## Material provided
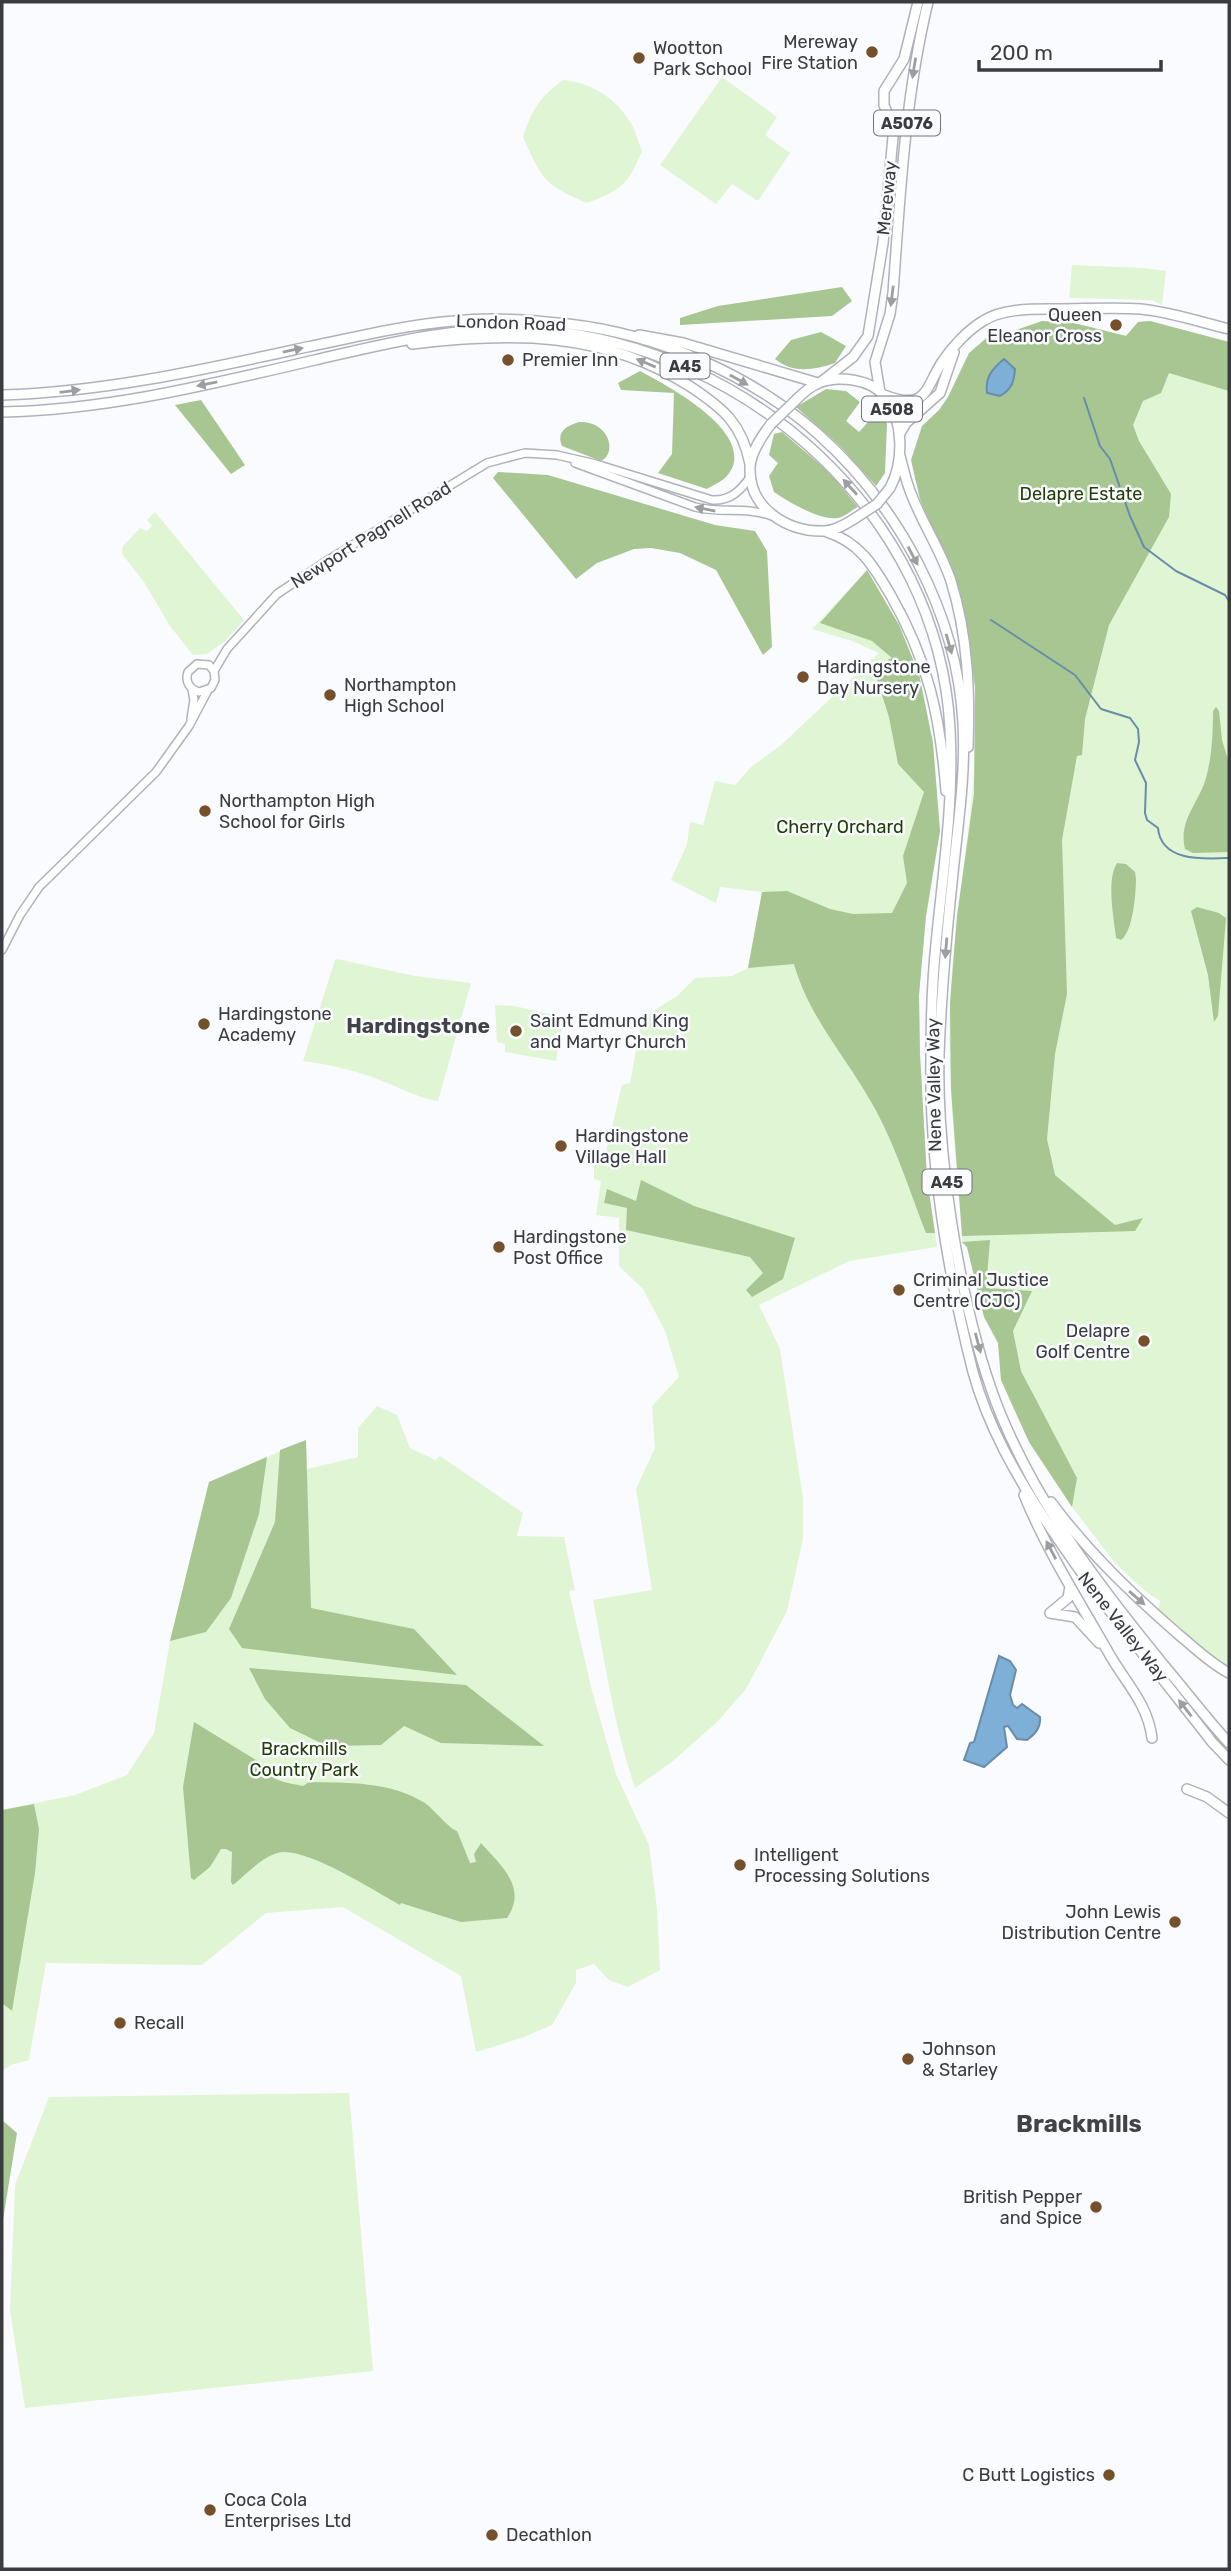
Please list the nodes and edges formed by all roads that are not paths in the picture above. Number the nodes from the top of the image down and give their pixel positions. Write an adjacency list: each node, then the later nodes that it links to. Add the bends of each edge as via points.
1 (918, 2): 7 (highway, Mereway / A5076, via 904,59 883,98 893,137 868,335 853,357)
2 (928, 2): 8 (highway, Mereway / A5076, one-way to 8, via 910,94 890,314 875,362)
3 (1229, 329): 5 (highway, A508, via 1144,309 1024,310 985,320)
4 (607, 330): 7 (highway, via 682,342); 9 (highway, London Road / A45, one-way to 4, via 127,384 458,320 538,321); 18 (highway, London Road / A45, one-way to 18, via 701,361 798,417 872,491)
5 (957, 344): 8 (highway, A508, via 923,396 904,401); 11 (highway, A508, via 940,393)
6 (369, 347): 10 (highway, London Road / A45, one-way to 10, via 129,401); 14 (highway, one-way to 6, via 740,430 716,405 657,367 613,351 528,336); 19 (highway, London Road / A45, one-way to 6, via 860,498 825,460 766,411 676,362 606,339 535,330 465,330)
7 (820, 383): 8 (highway, A508, via 851,380); 14 (highway, bridge, via 771,424)
8 (882, 394): 11 (highway, A508)
9 (2, 395)
10 (2, 412)
11 (899, 436): 13 (highway, A508)
12 (561, 456): 15 (main road, Newport Pagnell Road, via 712,500 736,494); 16 (main road, Newport Pagnell Road, one-way to 12, via 748,510 709,511); 20 (main road, Newport Pagnell Road, via 514,454 476,469 288,586)
13 (900, 456): 17 (highway, A508, bridge, via 895,479 877,504); 27 (highway, via 950,581 967,661 967,781)
14 (750, 464): 15 (highway)
15 (751, 476): 16 (highway)
16 (772, 516): 17 (highway)
17 (827, 532): 26 (highway, via 845,537 868,561 902,615 922,659 937,720)
18 (926, 580): 27 (highway, Nene Valley Way / A45, one-way to 27, via 954,664 963,724)
19 (913, 585): 26 (highway, Nene Valley Way / A45, via 946,692)
20 (227, 649): 21 (main road); 22 (main road, Newport Pagnell Road)
21 (205, 663): 22 (main road); 23 (main road, via 188,671)
22 (214, 671): 24 (main road, via 214,684)
23 (192, 689): 24 (main road); 25 (main road)
24 (208, 690): 25 (main road)
25 (189, 726): 28 (main road, via 149,779 39,887)
26 (949, 827): 30 (highway, Nene Valley Way / A45, via 935,950 930,1061 938,1193 975,1378)
27 (953, 880): 29 (highway, Nene Valley Way / A45, one-way to 29, via 939,1062 948,1194 964,1291 986,1374)
28 (2, 950)
29 (1030, 1472): 33 (highway, one-way to 33, via 1071,1529 1113,1575); 35 (highway, Nene Valley Way / A45, via 1060,1528 1090,1570)
30 (1015, 1474): 31 (highway, one-way to 30); 36 (highway, Nene Valley Way / A45, one-way to 30, via 1080,1572)
31 (1070, 1584): 32 (highway); 32 (highway, via 1068,1598 1049,1614 1075,1617)
32 (1113, 1660): 34 (highway, via 1145,1709)
33 (1229, 1673)
34 (1152, 1738)
35 (1229, 1743)
36 (1229, 1760)
37 (1187, 1789): 38 (highway)
38 (1229, 1813)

## What you will do
Retype all of the data above word for word, excluding the pictures.

## Result of the task
Please list the nodes and edges formed by all roads that are not paths in the picture above. Number the nodes from the top of the image down and give their pixel positions. Write an adjacency list: each node, then the later nodes that it links to. Add the bends of each edge as via points.
1 (918, 2): 7 (highway, Mereway / A5076, via 904,59 883,98 893,137 868,335 853,357)
2 (928, 2): 8 (highway, Mereway / A5076, one-way to 8, via 910,94 890,314 875,362)
3 (1229, 329): 5 (highway, A508, via 1144,309 1024,310 985,320)
4 (607, 330): 7 (highway, via 682,342); 9 (highway, London Road / A45, one-way to 4, via 127,384 458,320 538,321); 18 (highway, London Road / A45, one-way to 18, via 701,361 798,417 872,491)
5 (957, 344): 8 (highway, A508, via 923,396 904,401); 11 (highway, A508, via 940,393)
6 (369, 347): 10 (highway, London Road / A45, one-way to 10, via 129,401); 14 (highway, one-way to 6, via 740,430 716,405 657,367 613,351 528,336); 19 (highway, London Road / A45, one-way to 6, via 860,498 825,460 766,411 676,362 606,339 535,330 465,330)
7 (820, 383): 8 (highway, A508, via 851,380); 14 (highway, bridge, via 771,424)
8 (882, 394): 11 (highway, A508)
9 (2, 395)
10 (2, 412)
11 (899, 436): 13 (highway, A508)
12 (561, 456): 15 (main road, Newport Pagnell Road, via 712,500 736,494); 16 (main road, Newport Pagnell Road, one-way to 12, via 748,510 709,511); 20 (main road, Newport Pagnell Road, via 514,454 476,469 288,586)
13 (900, 456): 17 (highway, A508, bridge, via 895,479 877,504); 27 (highway, via 950,581 967,661 967,781)
14 (750, 464): 15 (highway)
15 (751, 476): 16 (highway)
16 (772, 516): 17 (highway)
17 (827, 532): 26 (highway, via 845,537 868,561 902,615 922,659 937,720)
18 (926, 580): 27 (highway, Nene Valley Way / A45, one-way to 27, via 954,664 963,724)
19 (913, 585): 26 (highway, Nene Valley Way / A45, via 946,692)
20 (227, 649): 21 (main road); 22 (main road, Newport Pagnell Road)
21 (205, 663): 22 (main road); 23 (main road, via 188,671)
22 (214, 671): 24 (main road, via 214,684)
23 (192, 689): 24 (main road); 25 (main road)
24 (208, 690): 25 (main road)
25 (189, 726): 28 (main road, via 149,779 39,887)
26 (949, 827): 30 (highway, Nene Valley Way / A45, via 935,950 930,1061 938,1193 975,1378)
27 (953, 880): 29 (highway, Nene Valley Way / A45, one-way to 29, via 939,1062 948,1194 964,1291 986,1374)
28 (2, 950)
29 (1030, 1472): 33 (highway, one-way to 33, via 1071,1529 1113,1575); 35 (highway, Nene Valley Way / A45, via 1060,1528 1090,1570)
30 (1015, 1474): 31 (highway, one-way to 30); 36 (highway, Nene Valley Way / A45, one-way to 30, via 1080,1572)
31 (1070, 1584): 32 (highway); 32 (highway, via 1068,1598 1049,1614 1075,1617)
32 (1113, 1660): 34 (highway, via 1145,1709)
33 (1229, 1673)
34 (1152, 1738)
35 (1229, 1743)
36 (1229, 1760)
37 (1187, 1789): 38 (highway)
38 (1229, 1813)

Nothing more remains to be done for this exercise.